Extrañaré, si se extraña en el satín de los féretros, el vaho de su respiración agitada, la punzada que provoca su penetración profunda, el sabor de sus fuentes y sus estanques, el roce de sus dedos-pájaros revoloteando en mi seno, entre mis senos agotados, mamados por el tiempo.

“No a todos produce el mismo efecto: hay que tener corazón de niño para ser joven eternamente.”

Yo lo supe en el fondo, pero queriendo truquear al destino apuré el elíxir de todos modos. Mi corazón era viejo, tantas veces despostillado y desde entonces comencé a demostrarlo.

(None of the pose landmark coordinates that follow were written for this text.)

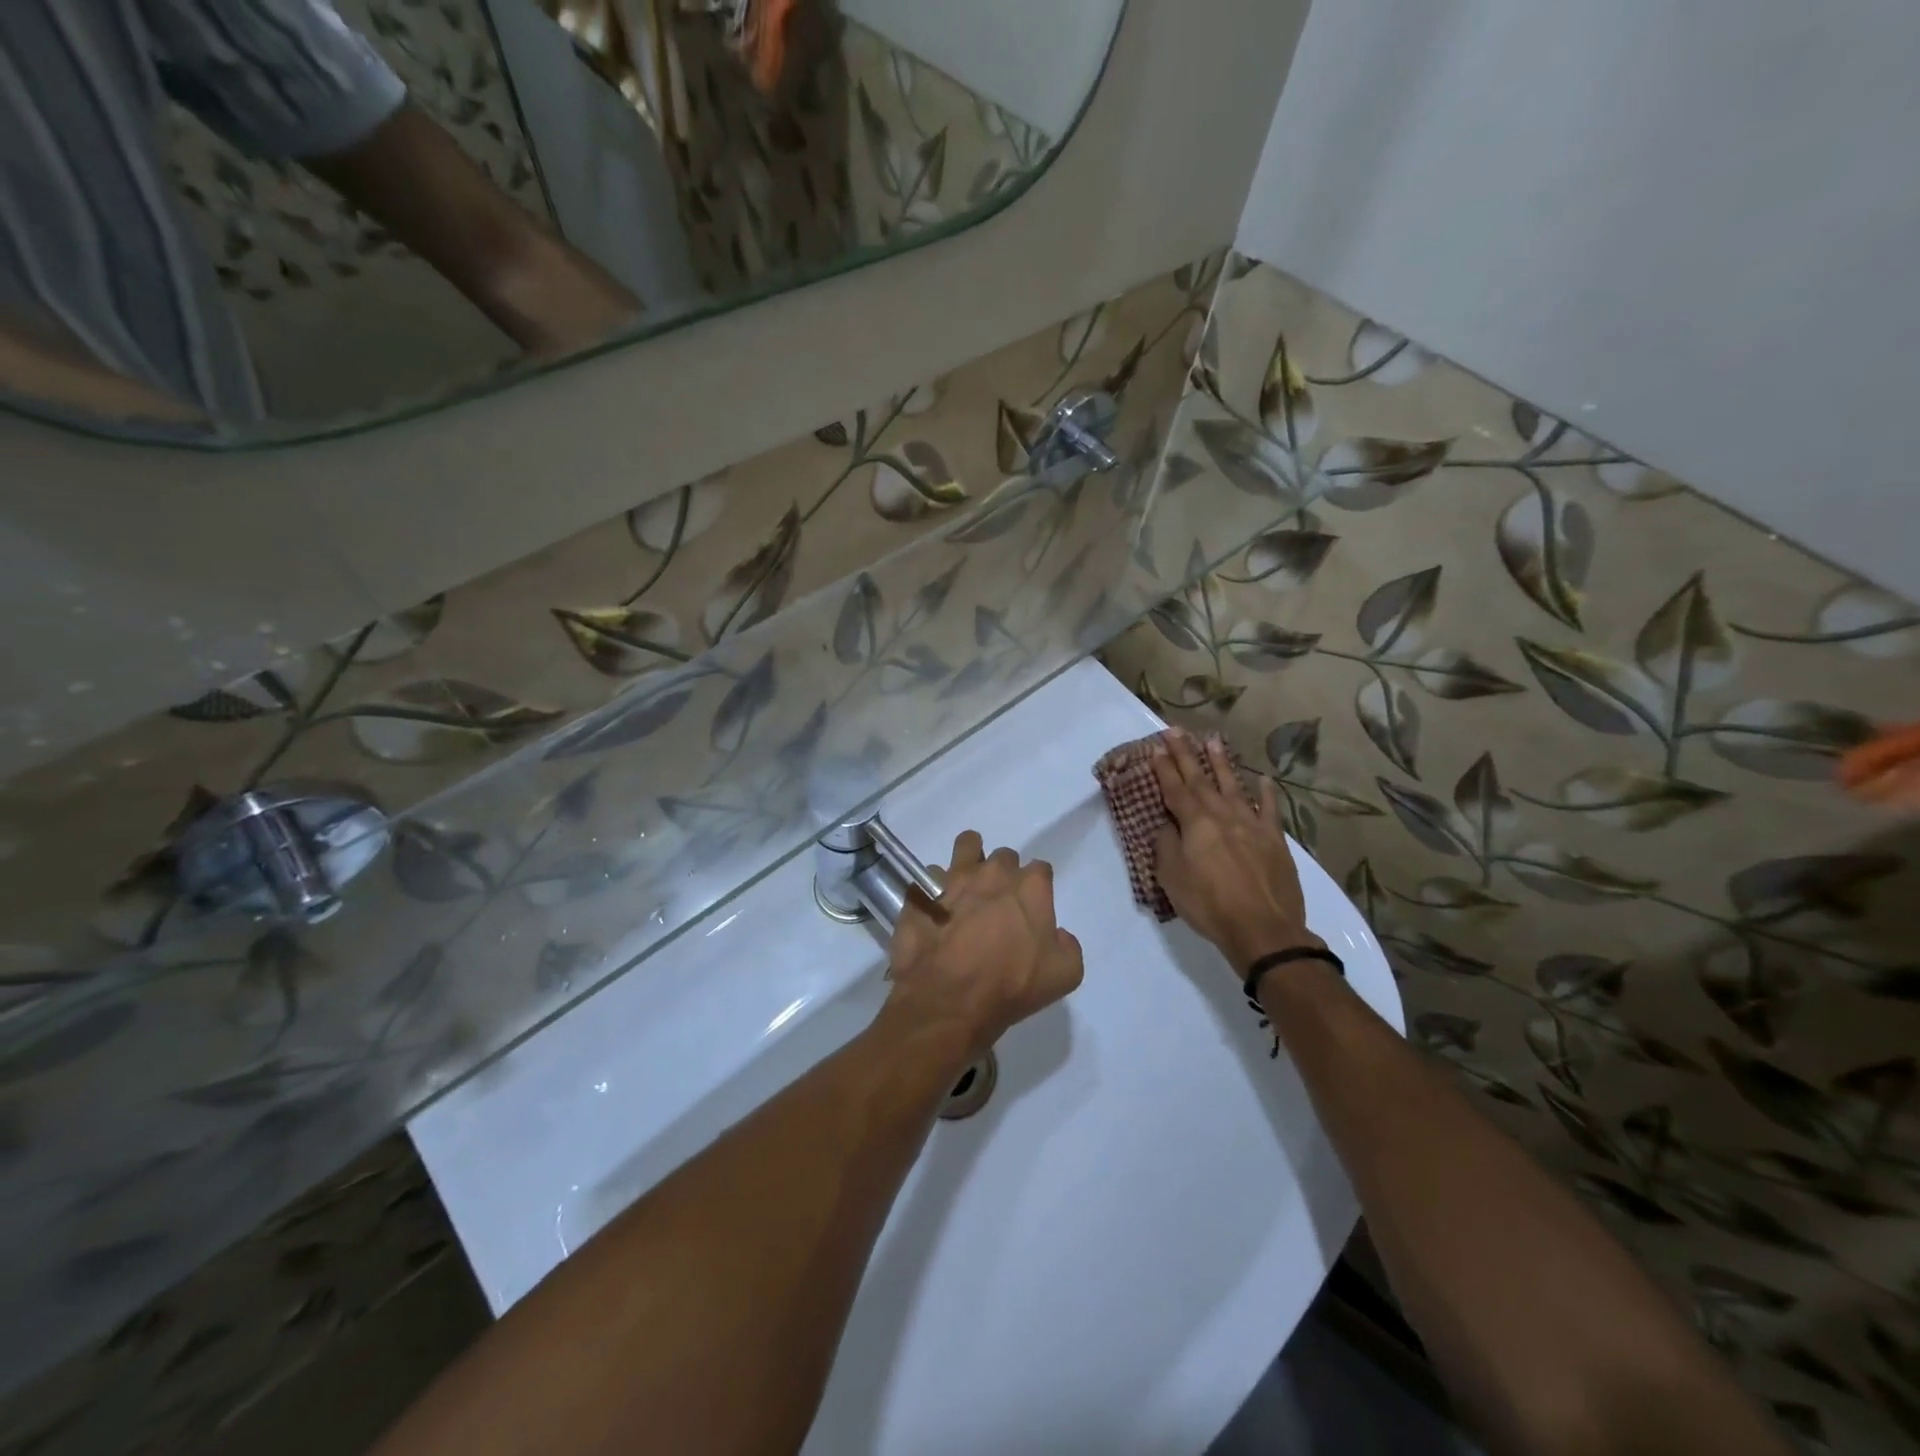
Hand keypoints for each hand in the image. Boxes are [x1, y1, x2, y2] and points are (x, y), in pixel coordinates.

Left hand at [886, 831, 1083, 1058]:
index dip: (1038, 887)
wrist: (949, 1001)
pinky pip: (929, 877)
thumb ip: (1068, 946)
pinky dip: (933, 889)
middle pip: (1003, 857)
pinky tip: (935, 909)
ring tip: (966, 884)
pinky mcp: (923, 893)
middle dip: (1004, 873)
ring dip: (969, 859)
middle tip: (999, 902)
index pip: (1041, 869)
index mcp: (1030, 887)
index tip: (1032, 908)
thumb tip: (1057, 934)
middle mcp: (993, 873)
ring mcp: (954, 879)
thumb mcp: (1064, 976)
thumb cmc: (1010, 986)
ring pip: (966, 846)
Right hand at [1151, 730, 1320, 974]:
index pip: (1175, 789)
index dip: (1164, 768)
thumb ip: (1167, 846)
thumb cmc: (1209, 905)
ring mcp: (1252, 824)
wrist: (1263, 929)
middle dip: (1186, 754)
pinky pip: (1270, 809)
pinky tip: (1263, 779)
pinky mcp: (1275, 839)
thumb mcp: (1172, 878)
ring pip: (1233, 786)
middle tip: (1176, 731)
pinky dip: (1267, 793)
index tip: (1156, 747)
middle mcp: (1222, 815)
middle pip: (1201, 780)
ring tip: (1213, 740)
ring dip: (1221, 763)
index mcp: (1195, 823)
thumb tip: (1168, 825)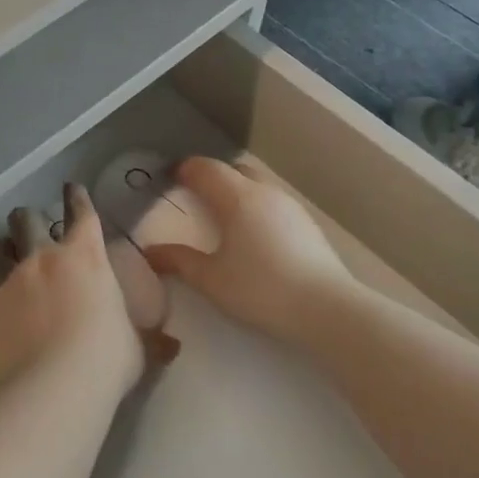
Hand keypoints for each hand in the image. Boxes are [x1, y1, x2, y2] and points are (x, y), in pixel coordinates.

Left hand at [0, 183, 171, 398]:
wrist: (54, 385)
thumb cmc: (107, 358)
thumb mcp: (137, 347)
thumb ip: (149, 340)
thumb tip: (172, 346)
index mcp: (85, 257)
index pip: (81, 213)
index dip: (76, 198)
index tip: (70, 188)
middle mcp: (43, 259)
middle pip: (26, 221)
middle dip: (26, 218)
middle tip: (26, 221)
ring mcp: (10, 281)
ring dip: (3, 250)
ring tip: (4, 253)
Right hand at [142, 157, 356, 343]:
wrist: (328, 309)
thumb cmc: (262, 289)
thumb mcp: (212, 280)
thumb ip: (179, 261)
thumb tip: (150, 252)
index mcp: (237, 197)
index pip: (206, 168)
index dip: (185, 170)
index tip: (171, 179)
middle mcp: (264, 192)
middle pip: (234, 170)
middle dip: (213, 177)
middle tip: (197, 198)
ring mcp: (290, 206)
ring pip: (257, 185)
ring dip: (238, 192)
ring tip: (225, 220)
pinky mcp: (307, 224)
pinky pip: (273, 203)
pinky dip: (257, 209)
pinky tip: (255, 238)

No lo notamos primero, me arrulló el engaño, creí haber logrado mi cometido. Poco a poco se oscurecieron mis ojos y sólo en fotos antiguas se marcaban diferencias; luego nacieron las canas que cubrieron mi cabello como escarcha, casi rítmicas brotaron escamas y rugosidades en mi carne, el porte regio se encogió en arcoíris, mi alma mutó de felino salvaje a canario enjaulado y lentamente me volví decrépita.

Al principio nos llamamos hermanos, después madre e hijo, ahora deambula con su abuela en brazos: abuela, madre, hermana-amante, suya siempre, todas las estaciones.

No quiero dejarme ir, pero siento una parvada de buitres devorando mis entrañas. No quiero liberarlo, pues sé que una joven, corazón de niña, ya espera mi muerte al borde de las cataratas.